A 30 anni ha vestito già 13 casacche E con i «canarini» fa paura al Napoli

Massimiliano Morelli

A trent’anni ha vestito tredici diverse casacche. Cominciò la carriera nella Lazio, prima di passare alla Lodigiani, al Perugia, all’Avezzano, al Teramo, al Sora, si è fermato due anni all’Aquila e poi ha ricominciato il pellegrinaggio con Venezia, Ancona, nuovamente Venezia, Pescara e Grosseto. Da quest’anno Stefano Bellè, centrocampista offensivo nato a Marino nel 1976, è a Frosinone e con i canarini ha lanciato il guanto di sfida allo schiacciasassi Napoli nel girone B di serie C1 (che oggi osserva un turno di riposo), che senza la presenza dei gialloblù avrebbero già stappato le bottiglie di spumante per festeggiare una promozione ottenuta quasi a mani basse. Il castellano è un elemento prezioso, nello schieramento di Ivo Jaconi, indispensabile al pari di elementi di spicco come Massimiliano Carlini (sulle cui tracce ci sono club di serie A) o di Marco Ogliari, difensore esperto e di categoria.
Tredici squadre, praticamente lei è un vero e proprio girovago del pallone. Perché?
«Perché sono sempre stato tesserato con società che a loro volta mi mandavano in prestito in altri club. E ogni anno un prestito secco, senza diritto di riscatto».
Mai una società che le abbia proposto un contratto diverso?
«Il Venezia mi fece un quinquennale. Ma anche lì, dopo un mese e mezzo, decisero di mandarmi in prestito all’Ancona».
Ma no è stanco di questa vita di trasferimenti?
«Più che stanco, rimpiango quel che non ho fatto. Sempre meno di quel che potevo offrire. Spesso, purtroppo, a causa di qualche infortunio».
Avrebbe voluto fermarsi da qualche parte?
«Avrei voluto fermarmi a Pescara, in riva all’Adriatico ho vinto un campionato.

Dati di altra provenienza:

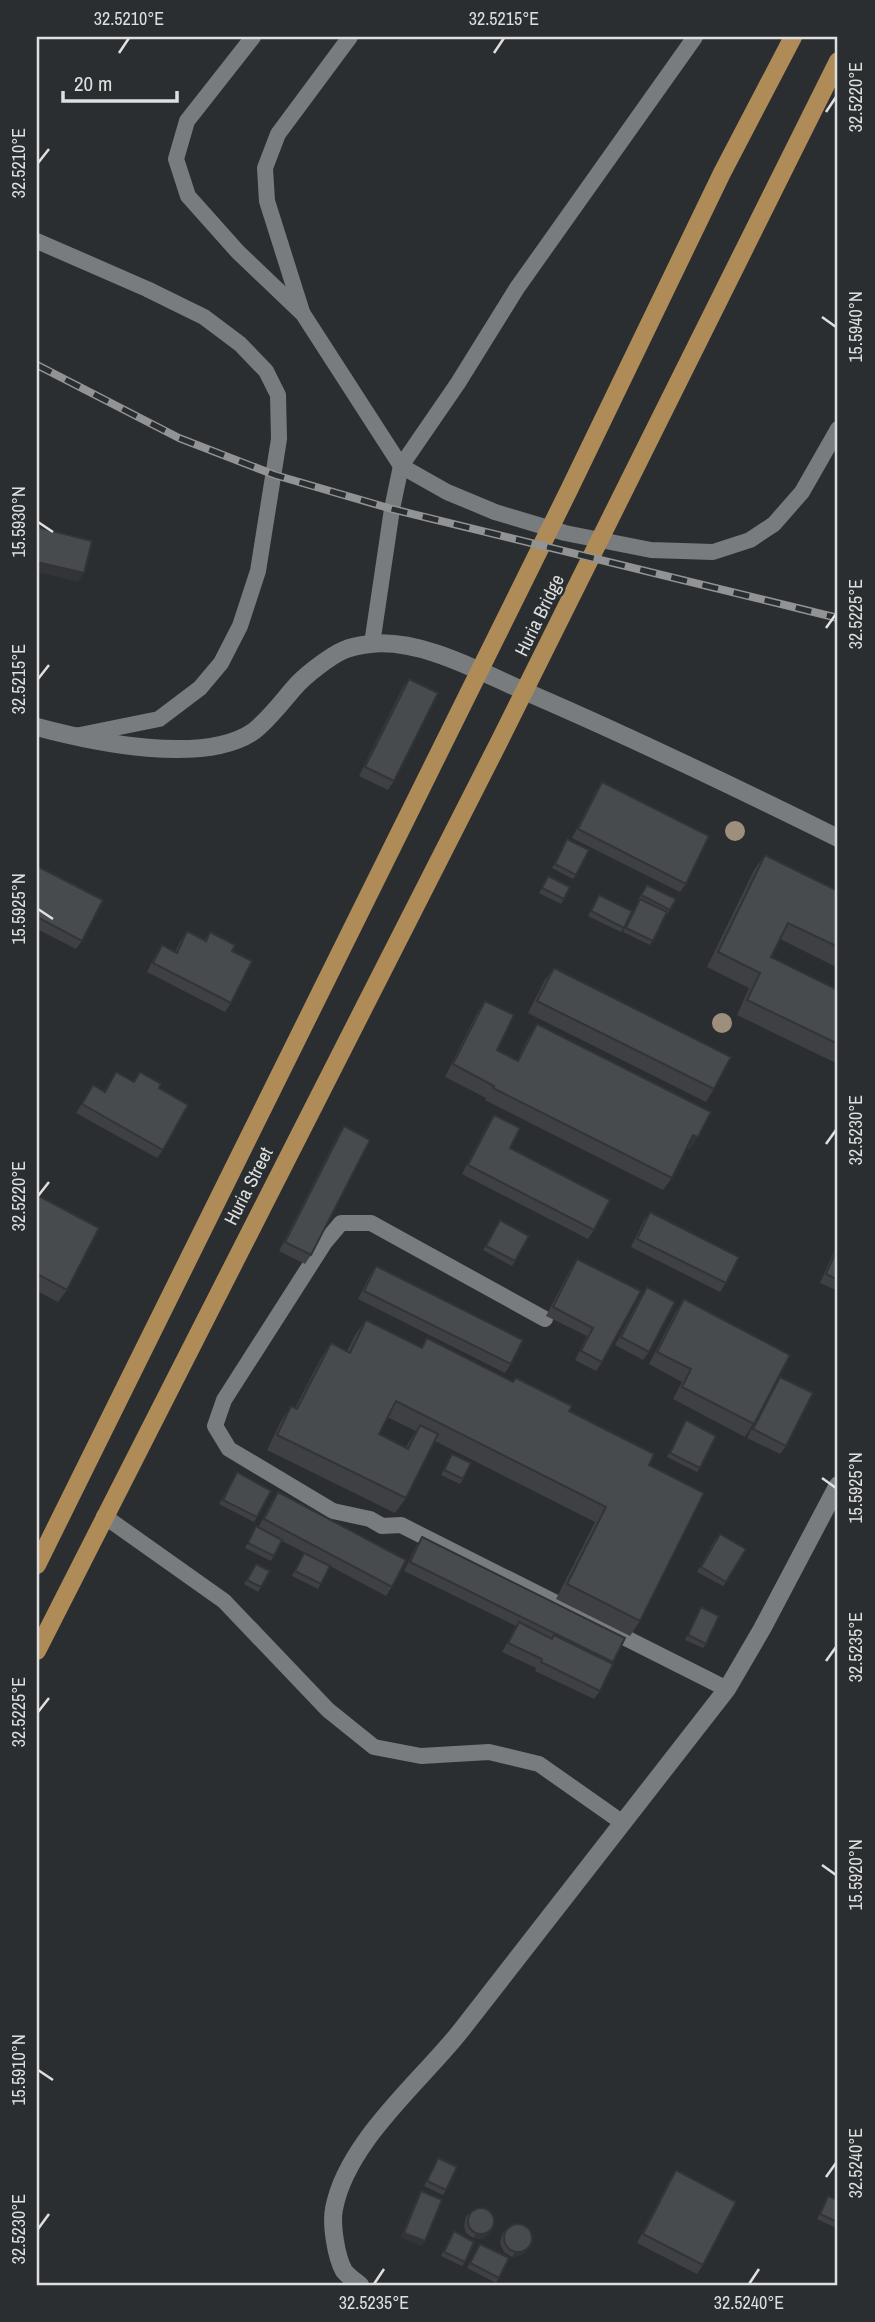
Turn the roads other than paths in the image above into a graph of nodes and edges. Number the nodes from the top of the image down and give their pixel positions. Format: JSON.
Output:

Ma con il cambio di società non ebbi più quel tipo di opportunità».
Che ne pensa dei calciatori-bandiera?
«Ce ne sono comunque pochi. Colpa del business. Però, ad esempio, mi stupì la scelta di Paolo Di Canio, che tornò nella sua Lazio».

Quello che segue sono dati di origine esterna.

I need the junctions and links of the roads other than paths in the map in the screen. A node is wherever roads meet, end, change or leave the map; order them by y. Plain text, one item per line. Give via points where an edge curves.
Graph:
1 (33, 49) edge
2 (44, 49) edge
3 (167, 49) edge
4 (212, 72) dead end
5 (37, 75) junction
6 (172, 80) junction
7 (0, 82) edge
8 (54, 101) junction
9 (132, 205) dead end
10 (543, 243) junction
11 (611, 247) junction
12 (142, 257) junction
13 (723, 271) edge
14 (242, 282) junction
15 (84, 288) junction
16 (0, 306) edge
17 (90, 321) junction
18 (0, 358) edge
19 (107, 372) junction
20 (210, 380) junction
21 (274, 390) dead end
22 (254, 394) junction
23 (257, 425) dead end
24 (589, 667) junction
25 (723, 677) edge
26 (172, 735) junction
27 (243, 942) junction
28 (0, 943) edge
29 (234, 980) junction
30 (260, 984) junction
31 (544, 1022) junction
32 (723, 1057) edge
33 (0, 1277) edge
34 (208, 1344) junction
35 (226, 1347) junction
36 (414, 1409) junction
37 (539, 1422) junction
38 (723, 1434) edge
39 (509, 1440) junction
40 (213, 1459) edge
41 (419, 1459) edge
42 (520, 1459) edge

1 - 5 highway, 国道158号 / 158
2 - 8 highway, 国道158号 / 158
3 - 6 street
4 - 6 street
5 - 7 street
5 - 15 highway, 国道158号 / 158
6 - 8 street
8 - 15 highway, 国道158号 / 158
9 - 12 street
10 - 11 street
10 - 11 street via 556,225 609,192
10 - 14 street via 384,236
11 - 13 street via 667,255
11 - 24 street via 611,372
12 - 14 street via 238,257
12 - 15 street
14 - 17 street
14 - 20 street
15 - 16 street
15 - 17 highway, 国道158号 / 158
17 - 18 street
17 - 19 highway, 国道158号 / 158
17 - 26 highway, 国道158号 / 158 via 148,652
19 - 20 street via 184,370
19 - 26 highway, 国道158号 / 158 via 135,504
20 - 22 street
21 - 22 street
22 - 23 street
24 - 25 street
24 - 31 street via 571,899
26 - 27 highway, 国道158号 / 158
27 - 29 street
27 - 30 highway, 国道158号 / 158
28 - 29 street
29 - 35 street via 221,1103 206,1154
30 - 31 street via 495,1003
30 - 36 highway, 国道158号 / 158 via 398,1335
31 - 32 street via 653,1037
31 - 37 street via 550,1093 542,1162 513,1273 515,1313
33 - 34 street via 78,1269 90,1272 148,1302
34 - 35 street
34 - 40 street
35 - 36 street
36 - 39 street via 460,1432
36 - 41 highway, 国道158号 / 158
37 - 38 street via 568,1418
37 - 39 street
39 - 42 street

Ma lei, Bellè, sogna di mettere le radici almeno una volta in carriera?
«Be’, magari proprio quest’anno...».
A Frosinone, dove si sta vivendo un campionato storico.

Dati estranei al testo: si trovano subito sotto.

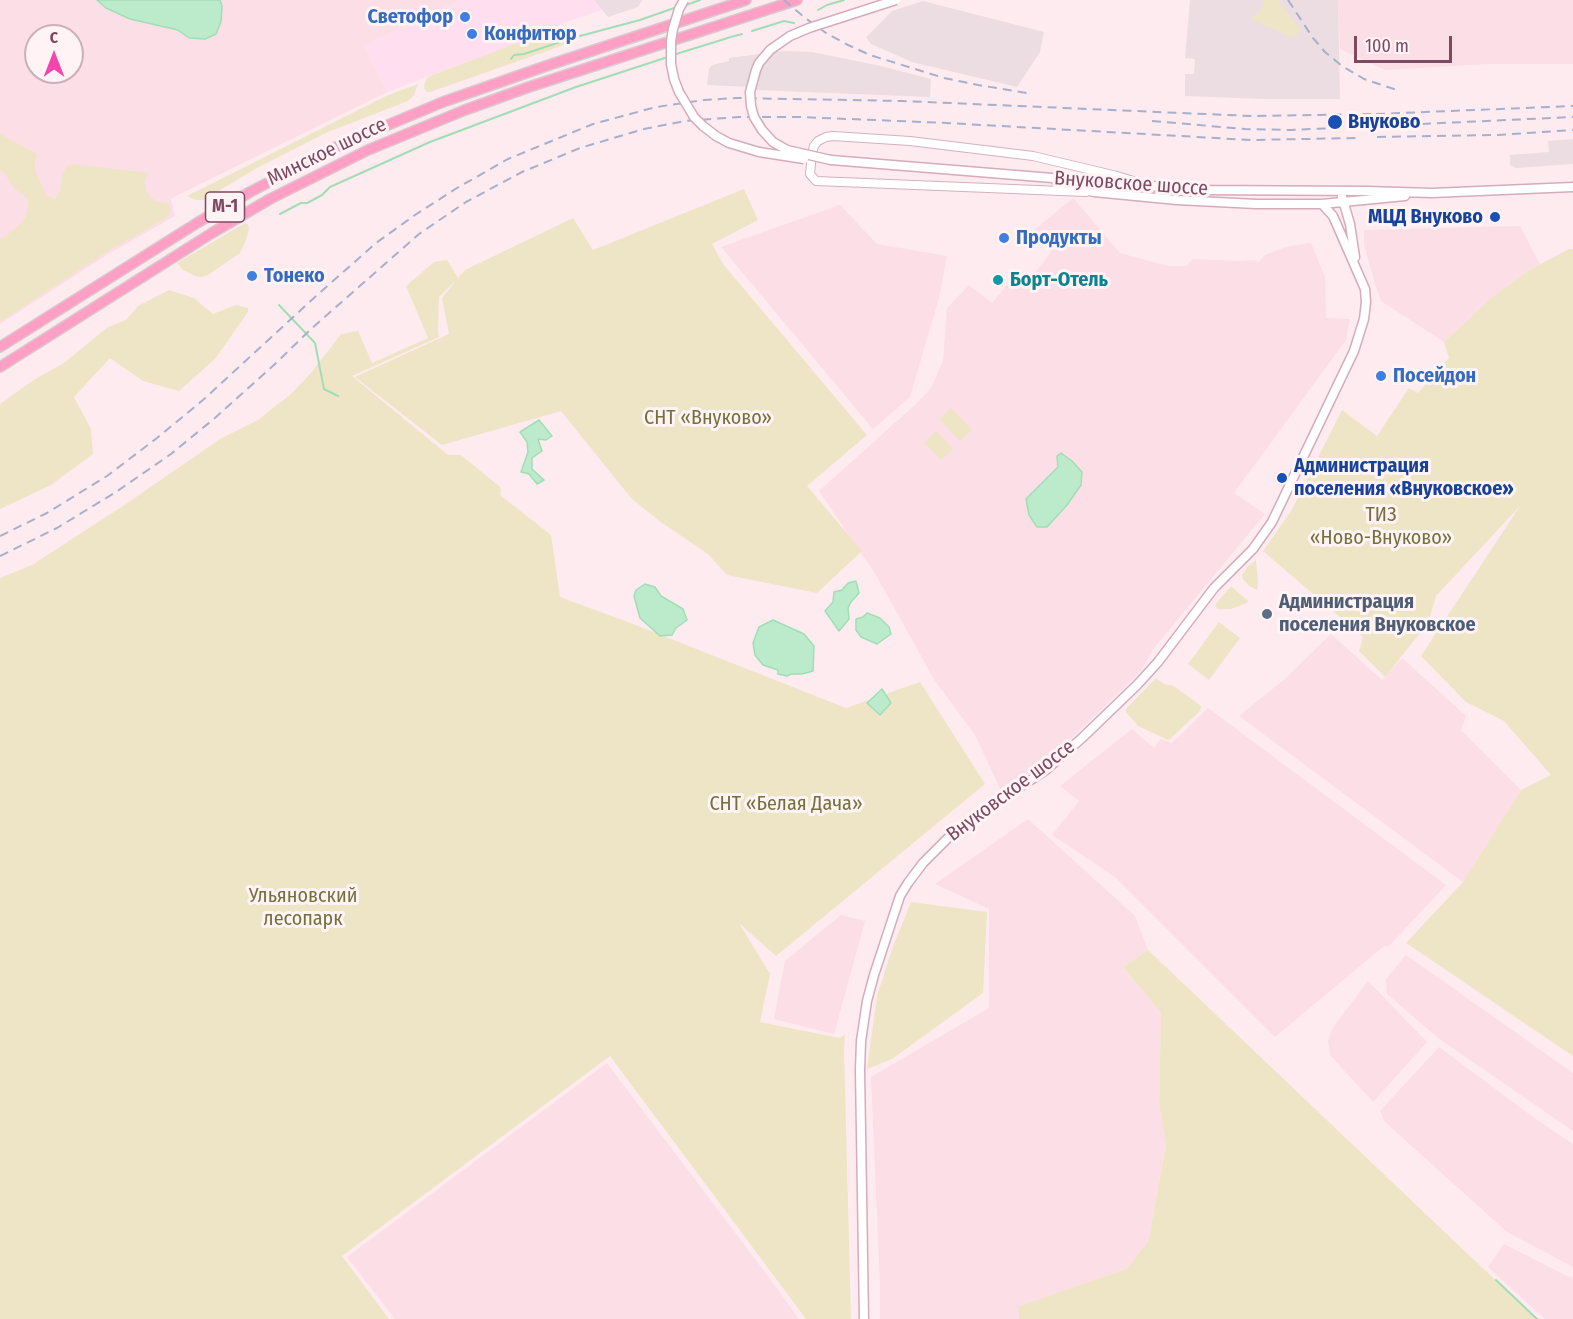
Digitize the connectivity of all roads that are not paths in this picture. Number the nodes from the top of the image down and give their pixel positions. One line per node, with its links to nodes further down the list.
1 (684, 0): 5 (main road, bridge)
2 (746, 0): 16 (highway, Минское шоссе / М-1)
3 (797, 0): 17 (highway, Минское шоссе / М-1)
4 (896, 0): 5 (main road, bridge)
5 (831, 160): 6 (main road)
6 (1033, 177): 7 (main road, Внуковское шоссе); 10 (main road, Внуковское шоссе)
7 (1151, 187): 9 (main road, Внуковское шоссе); 10 (street)
8 (1573, 187): 11 (main road)
9 (1340, 191): 11 (main road); 12 (main road, Внуковское шоссе)
10 (1094, 192): 13 (main road, Внуковское шоссе)
11 (1432, 193): 12 (main road)
12 (1340, 202): 13 (main road, Внуковское шоссе); 14 (main road, Внуковское шоссе); 15 (main road, Внуковское шоссе)
13 (1322, 204): 14 (main road, Внуковское шоссе)
14 (1333, 216): 15 (main road, Внуковское шоссе)
15 (1356, 267): 18 (main road, Внуковское шоссе)
16 (0, 347)
17 (0, 367)
18 (864, 1319)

«Quarantuno punti, con un organico che non è quello del Napoli. Sicuramente c’è tanto entusiasmo. Ma del resto, anche a Napoli non manca certo l’euforia».
Il suo sinistro non perdona. Lei punta al suo record personale di gol realizzati proprio in questa stagione?
«Finora ho messo a segno sei reti, il record è a otto, li segnai lo scorso anno a Grosseto».
Lei segna ma fa anche segnare...
«Sì, è vero. Sono l’uomo dell’ultimo passaggio, ne ho fatti otto in ventidue giornate. Devo arrivare a quindici, la mia media stagionale è quella».